WHAT TO PRODUCE —
Extract the complete listing and repeat it word for word.

Top of STORED DATA

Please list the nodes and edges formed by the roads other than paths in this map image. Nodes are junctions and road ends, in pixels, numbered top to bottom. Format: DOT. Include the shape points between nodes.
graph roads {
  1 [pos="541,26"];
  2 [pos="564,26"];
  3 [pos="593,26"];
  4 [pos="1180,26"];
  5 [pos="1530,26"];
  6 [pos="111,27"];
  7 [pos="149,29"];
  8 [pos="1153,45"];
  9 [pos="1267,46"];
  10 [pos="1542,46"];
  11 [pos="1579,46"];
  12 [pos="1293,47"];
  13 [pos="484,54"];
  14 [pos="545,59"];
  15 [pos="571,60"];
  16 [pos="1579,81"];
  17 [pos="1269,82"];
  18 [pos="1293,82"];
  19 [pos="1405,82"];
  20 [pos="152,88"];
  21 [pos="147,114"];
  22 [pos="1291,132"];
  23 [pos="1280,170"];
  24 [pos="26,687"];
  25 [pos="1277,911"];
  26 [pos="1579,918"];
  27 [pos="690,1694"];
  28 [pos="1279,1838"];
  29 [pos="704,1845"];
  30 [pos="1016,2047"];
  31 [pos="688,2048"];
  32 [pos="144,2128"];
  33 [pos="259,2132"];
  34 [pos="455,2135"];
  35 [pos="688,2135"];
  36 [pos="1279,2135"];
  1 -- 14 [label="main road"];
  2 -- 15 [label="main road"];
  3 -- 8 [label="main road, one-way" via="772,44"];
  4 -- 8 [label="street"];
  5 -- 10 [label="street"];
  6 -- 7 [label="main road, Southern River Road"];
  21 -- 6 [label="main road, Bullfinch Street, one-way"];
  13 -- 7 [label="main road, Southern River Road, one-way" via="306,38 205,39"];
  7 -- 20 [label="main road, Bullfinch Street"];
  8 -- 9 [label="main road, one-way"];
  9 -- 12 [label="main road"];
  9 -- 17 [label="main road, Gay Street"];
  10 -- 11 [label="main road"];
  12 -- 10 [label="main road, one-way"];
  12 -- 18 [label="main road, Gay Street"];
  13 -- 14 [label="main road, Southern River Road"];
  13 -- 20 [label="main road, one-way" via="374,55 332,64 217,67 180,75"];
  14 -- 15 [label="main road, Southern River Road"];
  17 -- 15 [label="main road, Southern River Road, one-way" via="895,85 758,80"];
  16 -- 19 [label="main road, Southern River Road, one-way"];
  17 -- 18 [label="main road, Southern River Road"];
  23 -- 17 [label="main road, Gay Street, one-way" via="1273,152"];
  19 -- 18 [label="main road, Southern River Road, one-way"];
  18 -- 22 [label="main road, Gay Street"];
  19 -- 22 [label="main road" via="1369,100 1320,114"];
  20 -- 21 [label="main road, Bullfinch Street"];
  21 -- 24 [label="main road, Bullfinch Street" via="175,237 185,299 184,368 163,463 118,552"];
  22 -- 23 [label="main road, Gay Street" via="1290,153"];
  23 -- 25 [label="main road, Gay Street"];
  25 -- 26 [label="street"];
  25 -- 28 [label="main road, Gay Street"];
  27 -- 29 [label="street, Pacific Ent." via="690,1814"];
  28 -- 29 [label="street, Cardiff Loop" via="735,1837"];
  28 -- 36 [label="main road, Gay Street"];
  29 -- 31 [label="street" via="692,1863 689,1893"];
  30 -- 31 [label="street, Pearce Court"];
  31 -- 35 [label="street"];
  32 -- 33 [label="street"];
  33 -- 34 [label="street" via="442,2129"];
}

Bottom of STORED DATA

TASK SOLUTION —
Please list the nodes and edges formed by the roads other than paths in this map image. Nodes are junctions and road ends, in pixels, numbered top to bottom. Format: DOT. Include the shape points between nodes.
graph roads {
  1 [pos="541,26"];
  2 [pos="564,26"];
  3 [pos="593,26"];
  4 [pos="1180,26"];
  5 [pos="1530,26"];
  6 [pos="111,27"];
  7 [pos="149,29"];
  8 [pos="1153,45"];
  9 [pos="1267,46"];
  10 [pos="1542,46"];
  11 [pos="1579,46"];
  12 [pos="1293,47"];
  13 [pos="484,54"];
  14 [pos="545,59"];
  15 [pos="571,60"];
  16 [pos="1579,81"];
  17 [pos="1269,82"];
  18 [pos="1293,82"];
  19 [pos="1405,82"];
  20 [pos="152,88"];
  21 [pos="147,114"];
  22 [pos="1291,132"];
  23 [pos="1280,170"];
  24 [pos="26,687"];
  25 [pos="1277,911"];
  26 [pos="1579,918"];
  27 [pos="690,1694"];
  28 [pos="1279,1838"];
  29 [pos="704,1845"];
  30 [pos="1016,2047"];
  31 [pos="688,2048"];
  32 [pos="144,2128"];
  33 [pos="259,2132"];
  34 [pos="455,2135"];
  35 [pos="688,2135"];
  36 [pos="1279,2135"];
  1 -- 14 [label="main road"];
  2 -- 15 [label="main road"];
  3 -- 8 [label="main road, one-way" via="772,44"];
  4 -- 8 [label="street"];
  5 -- 10 [label="street"];
  6 -- 7 [label="main road, Southern River Road"];
  21 -- 6 [label="main road, Bullfinch Street, one-way"];
  13 -- 7 [label="main road, Southern River Road, one-way" via="306,38 205,39"];
  7 -- 20 [label="main road, Bullfinch Street"];
  8 -- 9 [label="main road, one-way"];
  9 -- 12 [label="main road"];
  9 -- 17 [label="main road, Gay Street"];
  10 -- 11 [label="main road"];
  12 -- 10 [label="main road, one-way"];
  12 -- 18 [label="main road, Gay Street"];
  13 -- 14 [label="main road, Southern River Road"];
  13 -- 20 [label="main road, one-way" via="374,55 332,64 217,67 180,75"];
  14 -- 15 [label="main road, Southern River Road"];
  17 -- 15 [label="main road, Southern River Road, one-way" via="895,85 758,80"];
  16 -- 19 [label="main road, Southern River Road, one-way"];
  17 -- 18 [label="main road, Southern River Road"];
  23 -- 17 [label="main road, Gay Street, one-way" via="1273,152"];
  19 -- 18 [label="main road, Southern River Road, one-way"];
  18 -- 22 [label="main road, Gay Street"];
  19 -- 22 [label="main road" via="1369,100 1320,114"];
  20 -- 21 [label="main road, Bullfinch Street"];
  21 -- 24 [label="main road, Bullfinch Street" via="175,237 185,299 184,368 163,463 118,552"];
  22 -- 23 [label="main road, Gay Street" via="1290,153"];
  23 -- 25 [label="main road, Gay Street"];
  25 -- 26 [label="street"];
  25 -- 28 [label="main road, Gay Street"];
  27 -- 29 [label="street, Pacific Ent." via="690,1814"];
  28 -- 29 [label="street, Cardiff Loop" via="735,1837"];
  28 -- 36 [label="main road, Gay Street"];
  29 -- 31 [label="street" via="692,1863 689,1893"];
  30 -- 31 [label="street, Pearce Court"];
  31 -- 35 [label="street"];
  32 -- 33 [label="street"];
  33 -- 34 [label="street" via="442,2129"];
}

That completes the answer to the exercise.